Part two was a work in progress. Texas brought in Bennie Wylie to help upgrade the strength and conditioning of the young players. But Rome wasn't built in a day, and neither are college football bodies. Texas was brutally young in 2011, and last season, when the 2010 class were in their third year, the 2011 class was in its second and the 2012 crop its first.

Members of all three classes began to flash. David Ash, a 2011 signee, finished in the nation's top 25 in passing efficiency. Malcolm Brown and Joe Bergeron (2011) and Johnathan Gray (2012) gave the Longhorns a deep and talented group of running backs, while Mike Davis (2010) and Jaxon Shipley (2011) beefed up the receiving corps. Together with an offensive line made up of four different classes: Mason Walters (2009), Trey Hopkins and Dominic Espinosa (2010), Josh Cochran (2011) and Donald Hawkins (2012), the offense made a big leap forward.

In 2012, Texas averaged 434.6 yards and 35.7 points per game, up significantly from 2011's 392.5 and 28.1, and way up from the 2010 disaster season's marks of 382.5 and 23.8.

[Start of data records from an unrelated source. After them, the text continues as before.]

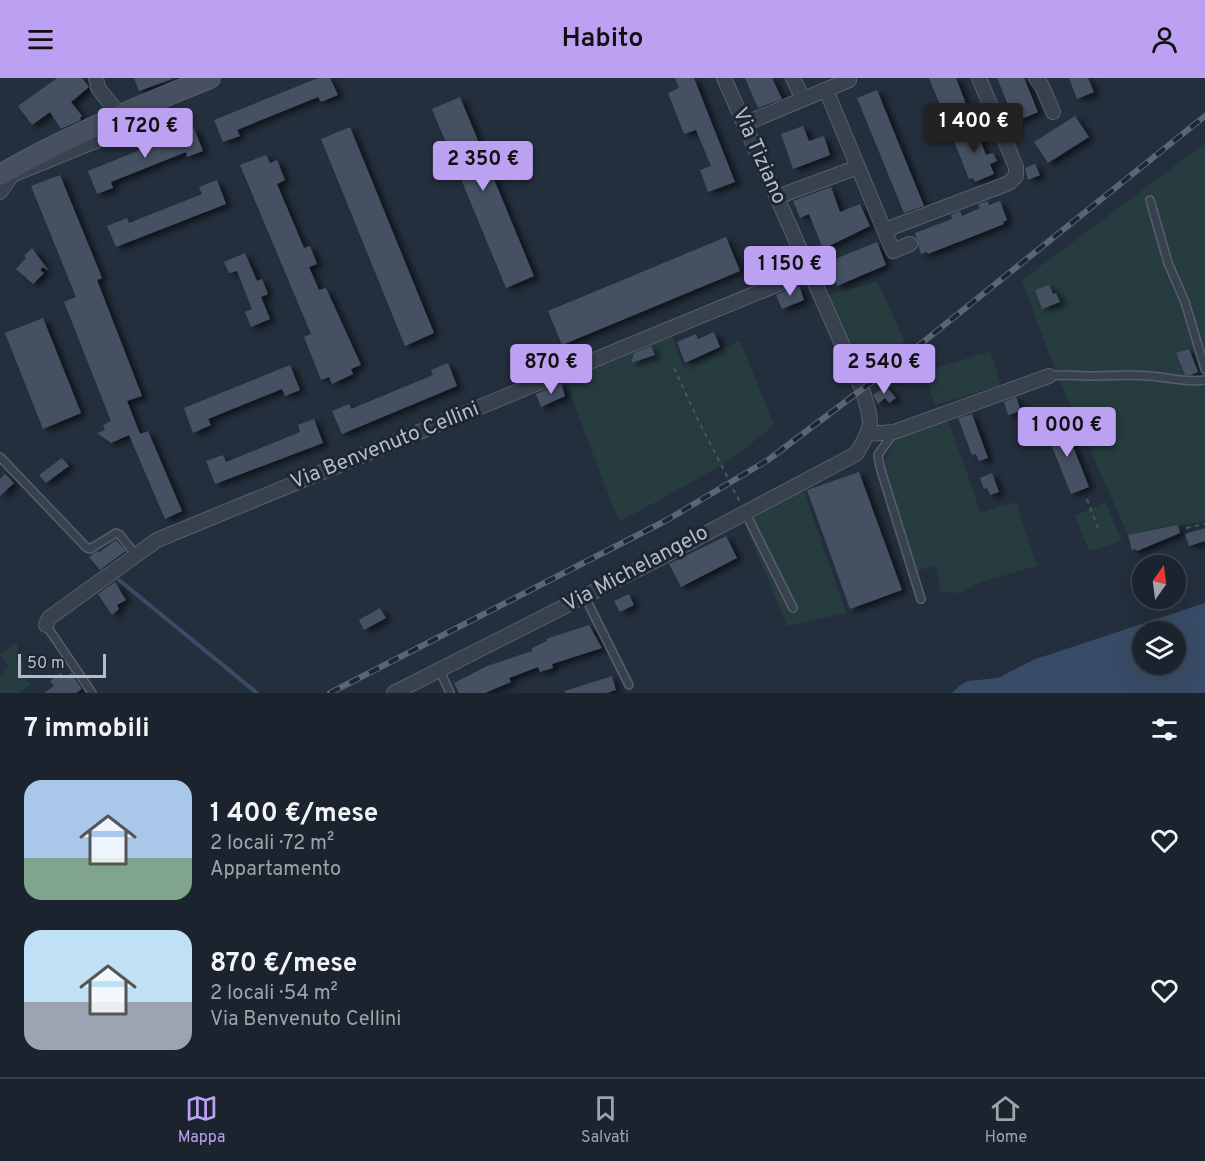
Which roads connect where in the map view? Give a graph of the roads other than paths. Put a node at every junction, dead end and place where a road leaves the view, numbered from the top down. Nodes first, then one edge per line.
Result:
1 (96, 78) edge
2 (210, 78) edge
3 (724, 78) edge
4 (793, 78) edge
5 (979, 78) edge
6 (1036, 78) edge
7 (849, 80) dead end
8 (825, 90) junction
9 (803, 99) junction
10 (145, 104) junction
11 (1053, 112) dead end
12 (119, 114) junction
13 (744, 124) junction
14 (0, 156) edge
15 (32, 156) junction
16 (858, 167) junction
17 (0, 174) edge
18 (0, 192) edge
19 (777, 197) junction
20 (1150, 200) dead end
21 (885, 230) junction
22 (910, 244) dead end
23 (810, 271) junction
24 (1205, 369) edge
25 (1049, 376) joint
26 (1205, 380) edge
27 (894, 432) junction
28 (868, 434) junction
29 (0, 457) edge
30 (745, 512) junction
31 (136, 555) junction
32 (585, 597) junction
33 (921, 599) dead end
34 (793, 608) dead end
35 (46, 625) joint
36 (437, 672) junction
37 (629, 685) dead end
38 (92, 693) edge
39 (394, 693) edge
40 (450, 693) edge

1 - 12 street
2 - 10 main road
3 - 13 street, Via Tiziano
4 - 9 street
5 - 21 street
6 - 11 street
7 - 8 street
8 - 9 street
8 - 16 street
9 - 13 street
10 - 12 main road
10 - 18 street
12 - 15 main road
13 - 19 street, Via Tiziano
14 - 15 main road
15 - 17 main road
16 - 19 street
16 - 21 street
19 - 23 street, Via Tiziano
20 - 24 lane
21 - 22 street
23 - 28 street, Via Tiziano
23 - 31 street, Via Benvenuto Cellini
25 - 26 lane
25 - 27 street
27 - 28 street
27 - 33 lane
28 - 30 street, Via Michelangelo
29 - 31 lane
30 - 32 street, Via Michelangelo
30 - 34 lane
31 - 35 street, Via Benvenuto Cellini
32 - 36 street, Via Michelangelo
32 - 37 lane
35 - 38 lane
36 - 39 street, Via Michelangelo
36 - 40 lane

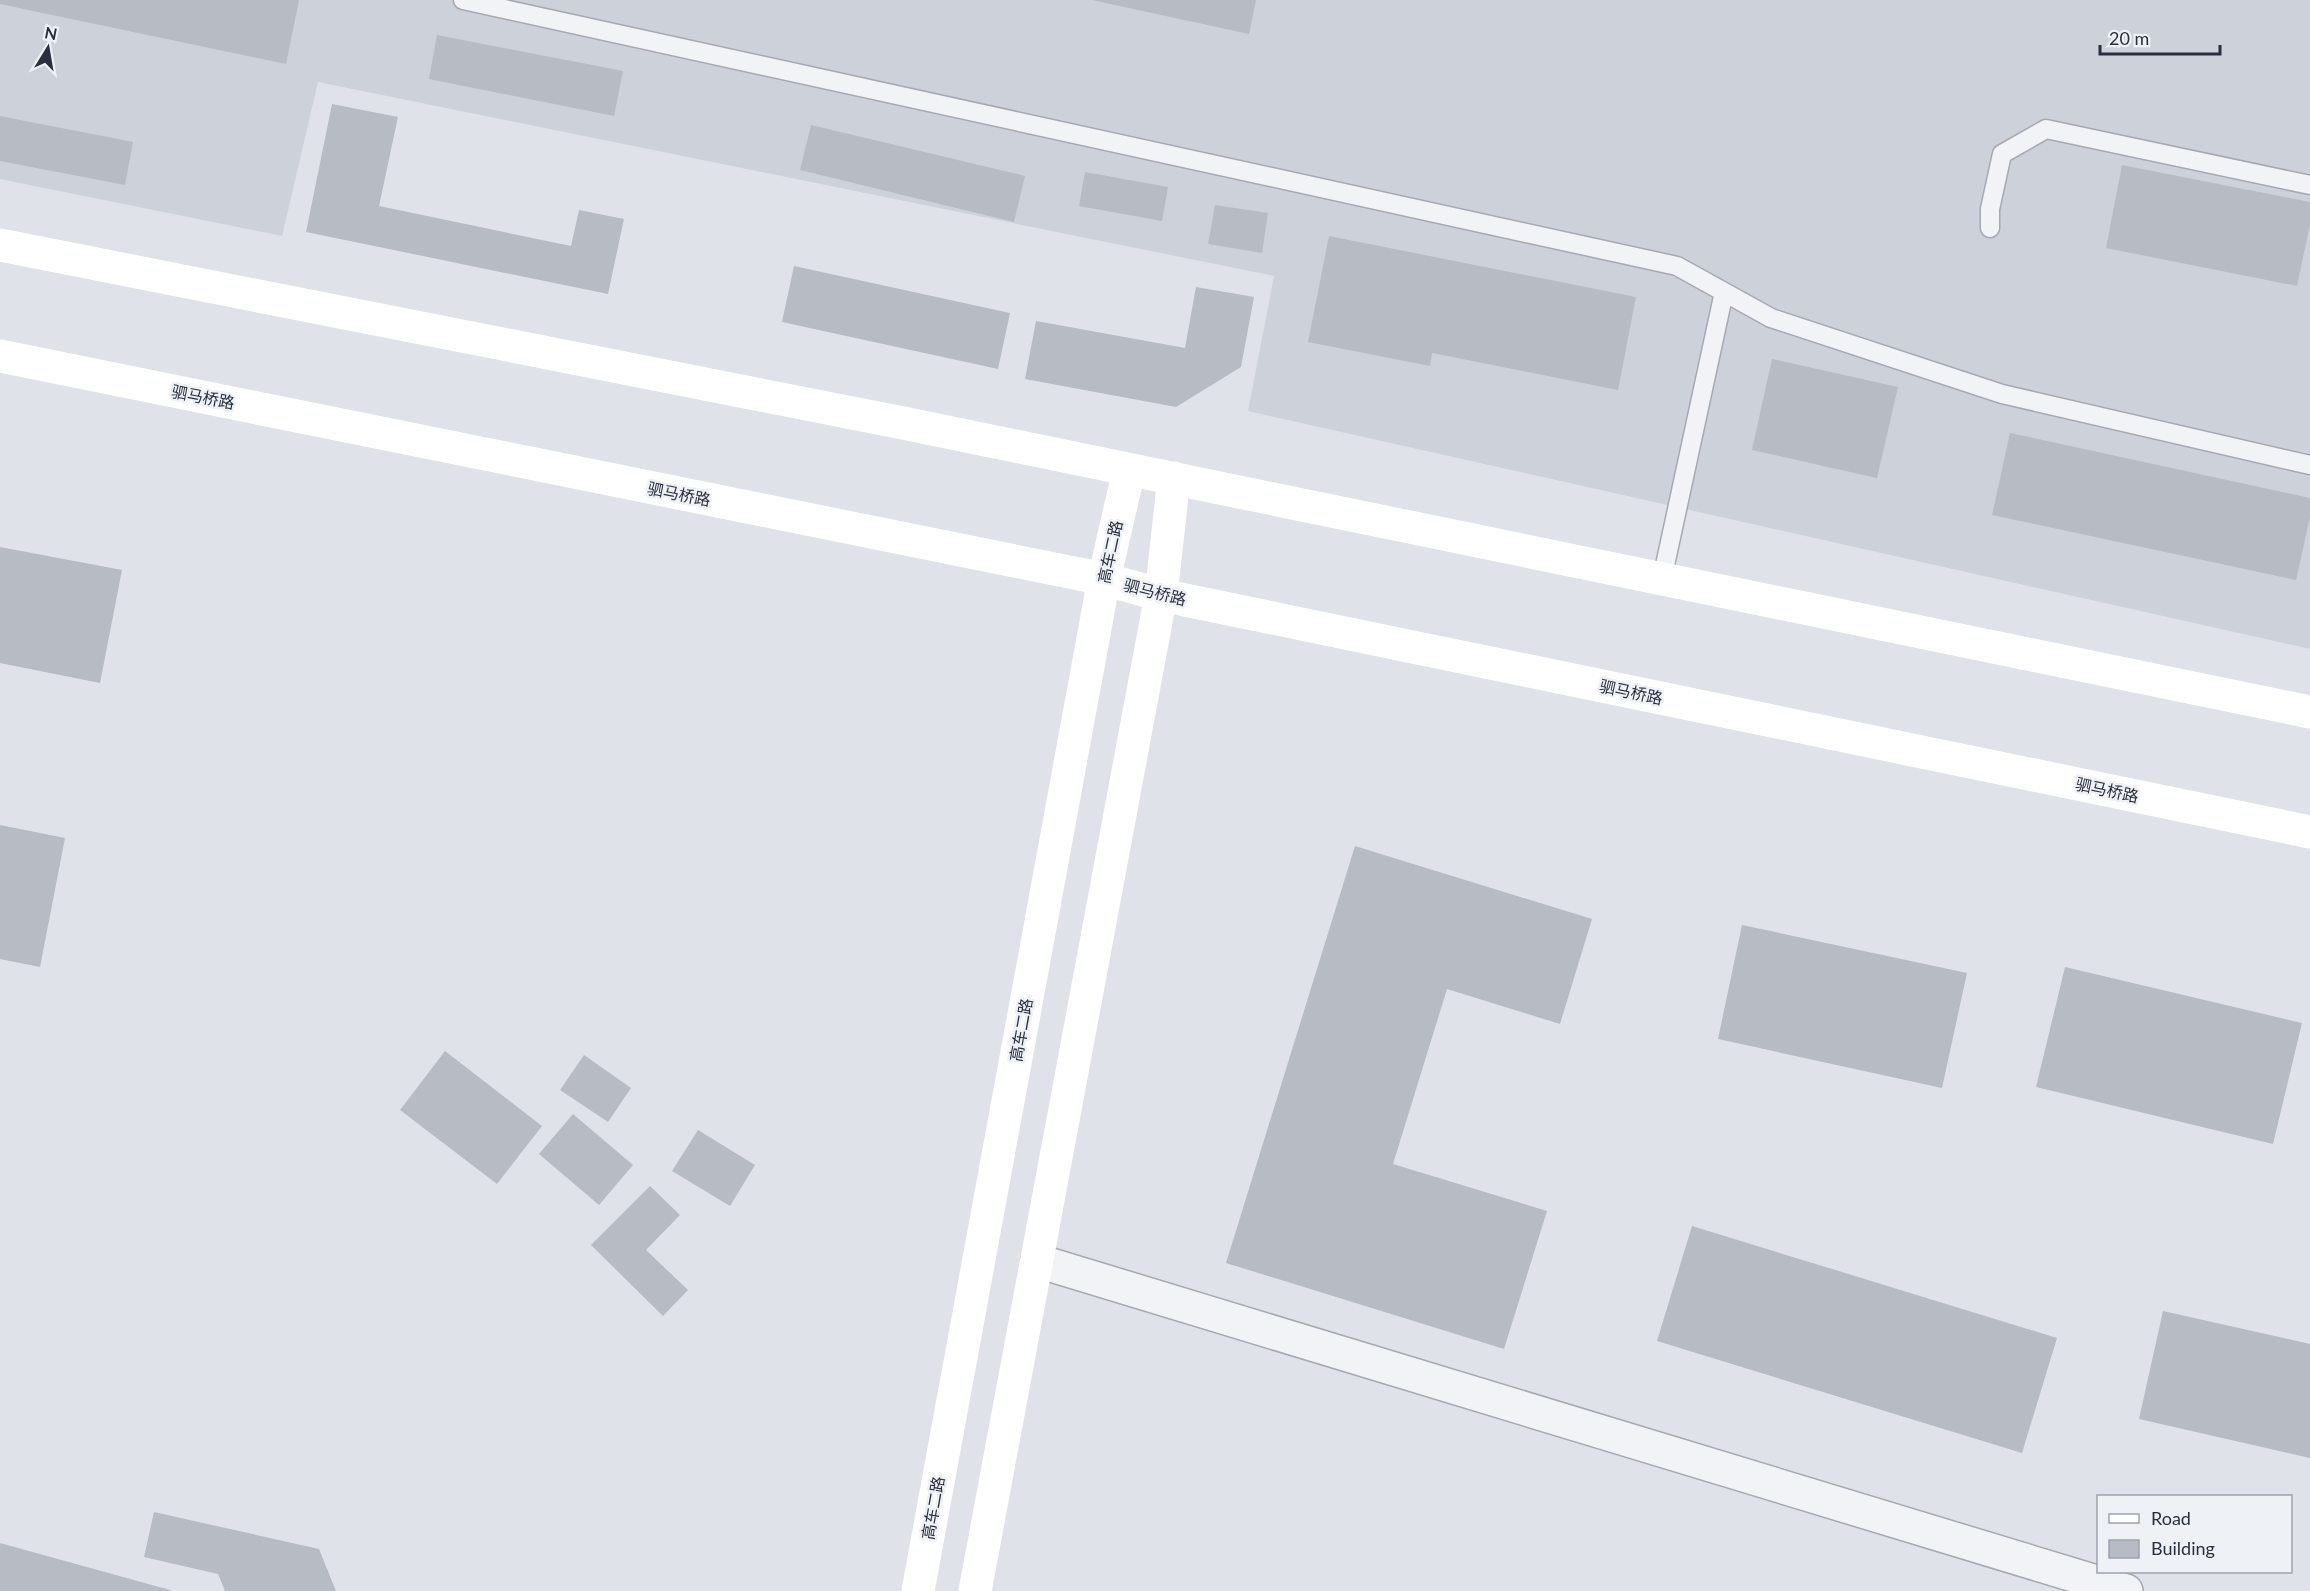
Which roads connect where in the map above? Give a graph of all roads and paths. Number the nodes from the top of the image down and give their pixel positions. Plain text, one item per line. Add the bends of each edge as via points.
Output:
1 (463, 0) edge
2 (2310, 184) edge
3 (1990, 228) dead end
4 (0, 245) edge
5 (1725, 291) junction
6 (0, 356) edge
7 (2310, 465) edge
8 (1129, 470) junction
9 (1174, 478) junction
10 (1104, 579) junction
11 (1662, 579) junction
12 (1161, 595) junction
13 (2310, 712) edge
14 (2310, 832) edge
15 (1038, 1261) junction
16 (918, 1591) edge
17 (975, 1591) edge
18 (2126, 1591) edge

1 - 5 lane via 1677,266
2 - 3 lane via 2046,129 2002,154 1990,209
4 - 8 main road
5 - 7 lane via 1772,318 2002,394
5 - 11 lane
6 - 10 main road, 驷马桥路
8 - 9 main road
8 - 10 main road, 高车二路
9 - 11 main road
9 - 12 main road
10 - 12 main road, 驷马桥路
10 - 16 main road, 高车二路
11 - 13 main road
12 - 14 main road, 驷马桥路
12 - 15 main road
15 - 17 main road
15 - 18 street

But even with those offensive improvements, the Longhorns didn't quite meet expectations. A defense that was a top-10 unit in S&P+ in 2011 struggled after losing four seniors up the middle, and later losing defensive anchors Jackson Jeffcoat and Jordan Hicks.

"We put things in place that take some time," Brown said. "We were ahead defensively two years ago. We were ahead offensively last year of where we were in that 5-7 season. We've made progress each year."

The result of that progress was a 9-4 season and a come-from-behind win in the Alamo Bowl. But even though the Longhorns nearly doubled their wins from 2010, that season still ranked under the standards that Brown set for the team.

"I think sometimes for the players, people have been a little hard on them," Brown said. "[A] 9-4 [record] is not a happy time around here, but I'd rather us be treated like 9-4 than 6-6. We have so many fans that are pumped, excited, can't wait till the season. They understand that we're better and we have a chance.  I think they can't wait till the season."

You could certainly count Brown in that group. The Longhorns return almost every key piece on offense from a year ago, and lost just three players from the defensive two-deep. Linebacker, which struggled with inexperience last season, returns seven players who started at least one game a year ago, and Texas gets back a healthy Hicks and Jeffcoat.

Expectations, at least nationally, are somewhat varied. All have the Longhorns as a top-20 team, but, then again, Texas finished 18th nationally last year. Texas was picked to finish fourth in the Big 12 by the league's media, but the gap between No. 1 and No. 4 was tiny. Phil Steele picked the Longhorns fourth as well … but his rank was a national one.

Brown is certainly familiar with high expectations, and he said that in most of his big seasons as Texas coach, he knew before the season started that the 'Horns were in for a big year.

"The one we couldn't tell was '08," Brown said. "A lot of people thought we would win six or seven games. We had two freshmen starting with Earl Thomas and Blake Gideon. That team really developed and turned out to be a great football team. [They were] three seconds away from playing for a conference championship, maybe a national championship.

"The rest of them, you saw leadership, maturity, depth," Brown said. "All of that is here now."

It hasn't been an easy rebuild for Brown, as many fans expected him to turn the faucet and immediately get back to the expected excellence at the expectations monster that he helped to build. So, are the Longhorns back?

"Now we are back to a point where I feel like we can compete each week and have a chance to win," Brown said. "People ask, 'Do you have a chance to win all the games?' We do. That doesn't mean we're going to.

"As I've said before, we have to shut up and play, shut up and coach," Brown said. "I think every week we line up we have a good chance to win."